[Work task]:
The records below should be printed once more, exactly as they appear.

[Given data]:
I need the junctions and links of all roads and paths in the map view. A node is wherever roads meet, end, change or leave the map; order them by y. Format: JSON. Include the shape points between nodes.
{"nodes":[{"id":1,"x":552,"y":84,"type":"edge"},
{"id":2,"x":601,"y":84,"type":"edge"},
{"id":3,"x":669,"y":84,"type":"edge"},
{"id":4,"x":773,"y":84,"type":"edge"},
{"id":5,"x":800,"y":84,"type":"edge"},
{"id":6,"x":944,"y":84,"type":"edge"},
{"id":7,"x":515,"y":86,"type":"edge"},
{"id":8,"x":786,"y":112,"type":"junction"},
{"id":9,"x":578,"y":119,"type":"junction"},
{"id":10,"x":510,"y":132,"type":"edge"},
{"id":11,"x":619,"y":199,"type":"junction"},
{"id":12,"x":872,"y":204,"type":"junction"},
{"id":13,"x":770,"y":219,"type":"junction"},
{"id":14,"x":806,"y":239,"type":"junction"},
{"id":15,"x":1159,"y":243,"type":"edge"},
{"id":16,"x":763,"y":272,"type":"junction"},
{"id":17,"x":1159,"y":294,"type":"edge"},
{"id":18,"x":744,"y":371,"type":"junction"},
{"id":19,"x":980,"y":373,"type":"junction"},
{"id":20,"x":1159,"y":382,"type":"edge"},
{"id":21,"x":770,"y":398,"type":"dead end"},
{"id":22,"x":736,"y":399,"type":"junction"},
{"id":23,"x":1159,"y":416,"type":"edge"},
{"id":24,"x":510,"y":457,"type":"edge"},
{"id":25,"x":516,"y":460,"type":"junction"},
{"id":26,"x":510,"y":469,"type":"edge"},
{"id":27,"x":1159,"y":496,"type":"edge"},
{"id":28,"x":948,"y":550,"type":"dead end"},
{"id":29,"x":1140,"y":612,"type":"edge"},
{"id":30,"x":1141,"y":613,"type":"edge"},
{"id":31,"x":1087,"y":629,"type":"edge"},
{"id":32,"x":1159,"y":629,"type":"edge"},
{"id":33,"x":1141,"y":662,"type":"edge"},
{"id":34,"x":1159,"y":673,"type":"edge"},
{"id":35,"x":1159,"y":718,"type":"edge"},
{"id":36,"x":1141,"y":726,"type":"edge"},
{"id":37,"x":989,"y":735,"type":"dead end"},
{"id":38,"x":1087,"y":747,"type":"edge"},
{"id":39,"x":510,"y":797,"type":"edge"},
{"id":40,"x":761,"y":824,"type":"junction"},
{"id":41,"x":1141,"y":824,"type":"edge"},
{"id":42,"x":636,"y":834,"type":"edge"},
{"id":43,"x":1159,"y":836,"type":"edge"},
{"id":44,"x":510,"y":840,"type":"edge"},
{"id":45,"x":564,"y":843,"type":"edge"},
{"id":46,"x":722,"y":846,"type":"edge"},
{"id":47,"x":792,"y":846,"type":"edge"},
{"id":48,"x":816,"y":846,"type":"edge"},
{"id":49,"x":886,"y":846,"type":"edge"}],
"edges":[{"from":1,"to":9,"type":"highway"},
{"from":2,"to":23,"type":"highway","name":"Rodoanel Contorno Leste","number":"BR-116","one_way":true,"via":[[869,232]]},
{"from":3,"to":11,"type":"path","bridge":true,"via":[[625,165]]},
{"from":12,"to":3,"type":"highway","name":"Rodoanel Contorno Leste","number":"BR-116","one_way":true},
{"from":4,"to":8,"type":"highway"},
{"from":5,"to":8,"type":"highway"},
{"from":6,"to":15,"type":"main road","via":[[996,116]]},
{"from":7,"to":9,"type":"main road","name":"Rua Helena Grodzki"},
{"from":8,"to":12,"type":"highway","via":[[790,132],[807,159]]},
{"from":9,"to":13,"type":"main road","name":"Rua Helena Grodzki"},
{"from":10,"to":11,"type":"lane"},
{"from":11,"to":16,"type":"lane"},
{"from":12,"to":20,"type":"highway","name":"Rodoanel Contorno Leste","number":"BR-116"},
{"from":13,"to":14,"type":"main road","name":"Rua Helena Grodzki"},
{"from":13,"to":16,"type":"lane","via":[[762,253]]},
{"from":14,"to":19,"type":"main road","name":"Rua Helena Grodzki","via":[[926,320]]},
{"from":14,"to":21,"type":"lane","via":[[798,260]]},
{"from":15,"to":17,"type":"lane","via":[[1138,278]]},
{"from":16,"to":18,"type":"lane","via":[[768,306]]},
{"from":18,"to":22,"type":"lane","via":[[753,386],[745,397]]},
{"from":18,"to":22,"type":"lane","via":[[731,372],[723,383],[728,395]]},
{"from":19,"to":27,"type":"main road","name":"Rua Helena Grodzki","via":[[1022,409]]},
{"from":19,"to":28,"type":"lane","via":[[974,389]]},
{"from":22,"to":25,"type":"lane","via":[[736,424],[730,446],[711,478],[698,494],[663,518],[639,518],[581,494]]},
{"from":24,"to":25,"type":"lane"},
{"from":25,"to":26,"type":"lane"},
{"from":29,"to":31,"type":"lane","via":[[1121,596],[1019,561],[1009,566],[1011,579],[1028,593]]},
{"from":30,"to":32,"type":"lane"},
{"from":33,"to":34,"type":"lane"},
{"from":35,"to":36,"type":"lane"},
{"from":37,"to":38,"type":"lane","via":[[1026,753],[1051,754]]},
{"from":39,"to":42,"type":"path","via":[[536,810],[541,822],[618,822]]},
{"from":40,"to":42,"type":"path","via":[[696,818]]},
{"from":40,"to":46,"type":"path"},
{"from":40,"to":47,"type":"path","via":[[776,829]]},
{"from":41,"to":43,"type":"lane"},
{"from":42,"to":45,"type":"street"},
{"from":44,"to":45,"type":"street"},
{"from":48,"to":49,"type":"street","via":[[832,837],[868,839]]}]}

[Response below]:
I need the junctions and links of all roads and paths in the map view. A node is wherever roads meet, end, change or leave the map; order them by y. Format: JSON. Include the shape points between nodes.
{"nodes":[{"id":1,"x":552,"y":84,"type":"edge"},
{"id":2,"x":601,"y":84,"type":"edge"},
{"id":3,"x":669,"y":84,"type":"edge"},
{"id":4,"x":773,"y":84,"type":"edge"},
{"id":5,"x":800,"y":84,"type":"edge"},
{"id":6,"x":944,"y":84,"type":"edge"},
{"id":7,"x":515,"y":86,"type":"edge"},
{"id":8,"x":786,"y":112,"type":"junction"},
{"id":9,"x":578,"y":119,"type":"junction"},
{"id":10,"x":510,"y":132,"type":"edge"},
{"id":11,"x":619,"y":199,"type":"junction"},
{"id":12,"x":872,"y":204,"type":"junction"},
{"id":13,"x":770,"y":219,"type":"junction"},
{"id":14,"x":806,"y":239,"type":"junction"},
{"id":15,"x":1159,"y":243,"type":"edge"},
{"id":16,"x":763,"y":272,"type":"junction"},
{"id":17,"x":1159,"y":294,"type":"edge"},
{"id":18,"x":744,"y":371,"type":"junction"},
{"id":19,"x":980,"y":373,"type":"junction"},
{"id":20,"x":1159,"y":382,"type":"edge"},
{"id":21,"x":770,"y":398,"type":"dead end"},
{"id":22,"x":736,"y":399,"type":"junction"},
{"id":23,"x":1159,"y":416,"type":"edge"},
{"id":24,"x":510,"y":457,"type":"edge"},
{"id":25,"x":516,"y":460,"type":"junction"},
{"id":26,"x":510,"y":469,"type":"edge"},
{"id":27,"x":1159,"y":496,"type":"edge"},
{"id":28,"x":948,"y":550,"type":"dead end"},
{"id":29,"x":1140,"y":612,"type":"edge"},
{"id":30,"x":1141,"y":613,"type":"edge"},
{"id":31,"x":1087,"y":629,"type":"edge"},
{"id":32,"x":1159,"y":629,"type":"edge"},
{"id":33,"x":1141,"y":662,"type":"edge"},
{"id":34,"x":1159,"y":673,"type":"edge"},
{"id":35,"x":1159,"y":718,"type":"edge"},
{"id":36,"x":1141,"y":726,"type":"edge"},
{"id":37,"x":989,"y":735,"type":"dead end"},
{"id":38,"x":1087,"y":747,"type":"edge"},
{"id":39,"x":510,"y":797,"type":"edge"},
{"id":40,"x":761,"y":824,"type":"junction"},
{"id":41,"x":1141,"y":824,"type":"edge"},
{"id":42,"x":636,"y":834,"type":"edge"},
{"id":43,"x":1159,"y":836,"type":"edge"},
{"id":44,"x":510,"y":840,"type":"edge"},
{"id":45,"x":564,"y":843,"type":"edge"},
{"id":46,"x":722,"y":846,"type":"edge"},
{"id":47,"x":792,"y":846,"type":"edge"},
{"id":48,"x":816,"y":846,"type":"edge"},
{"id":49,"x":886,"y":846,"type":"edge"}],
"edges":[{"from":1,"to":9,"type":"highway"},
{"from":2,"to":23,"type":"highway","name":"Rodoanel Contorno Leste","number":"BR-116","one_way":true,"via":[[869,232]]},
{"from":3,"to":11,"type":"path","bridge":true,"via":[[625,165]]},
{"from":12,"to":3,"type":"highway","name":"Rodoanel Contorno Leste","number":"BR-116","one_way":true},
{"from":4,"to":8,"type":"highway"},
{"from":5,"to":8,"type":"highway"},
{"from":6,"to":15,"type":"main road","via":[[996,116]]},
{"from":7,"to":9,"type":"main road","name":"Rua Helena Grodzki"},
{"from":8,"to":12,"type":"highway","via":[[790,132],[807,159]]},
{"from":9,"to":13,"type":"main road","name":"Rua Helena Grodzki"},
{"from":10,"to":11,"type":"lane"},
{"from":11,"to":16,"type":"lane"},
{"from":12,"to":20,"type":"highway","name":"Rodoanel Contorno Leste","number":"BR-116"},
{"from":13,"to":14,"type":"main road","name":"Rua Helena Grodzki"},
{"from":13,"to":16,"type":"lane","via":[[762,253]]},
{"from":14,"to":19,"type":"main road","name":"Rua Helena Grodzki","via":[[926,320]]},
{"from":14,"to":21,"type":"lane","via":[[798,260]]},
{"from":15,"to":17,"type":"lane","via":[[1138,278]]},
{"from":16,"to":18,"type":"lane","via":[[768,306]]},
{"from":18,"to":22,"type":"lane","via":[[753,386],[745,397]]},
{"from":18,"to":22,"type":"lane","via":[[731,372],[723,383],[728,395]]},
{"from":19,"to":27,"type":"main road","name":"Rua Helena Grodzki","via":[[1022,409]]},
{"from":19,"to":28,"type":"lane","via":[[974,389]]},
{"from":22,"to":25,"type":"lane","via":[[736,424],[730,446],[711,478],[698,494],[663,518],[639,518],[581,494]]},
{"from":24,"to":25,"type":"lane"},
{"from":25,"to":26,"type":"lane"},
{"from":29,"to":31,"type":"lane","via":[[1121,596],[1019,561],[1009,566],[1011,579],[1028,593]]},
{"from":30,"to":32,"type":"lane"},
{"from":33,"to":34,"type":"lane"},
{"from":35,"to":36,"type":"lane"},
{"from":37,"to":38,"type":"lane","via":[[1026,753],[1051,754]]},
{"from":39,"to":42,"type":"path","via":[[536,810],[541,822],[618,822]]},
{"from":40,"to":42,"type":"path","via":[[696,818]]},
{"from":40,"to":46,"type":"path"},
{"from":40,"to":47,"type":"path","via":[[776,829]]},
{"from":41,"to":43,"type":"lane"},
{"from":42,"to":45,"type":"street"},
{"from":44,"to":45,"type":"street"},
{"from":48,"to":49,"type":"street","via":[[832,837],[868,839]]}]}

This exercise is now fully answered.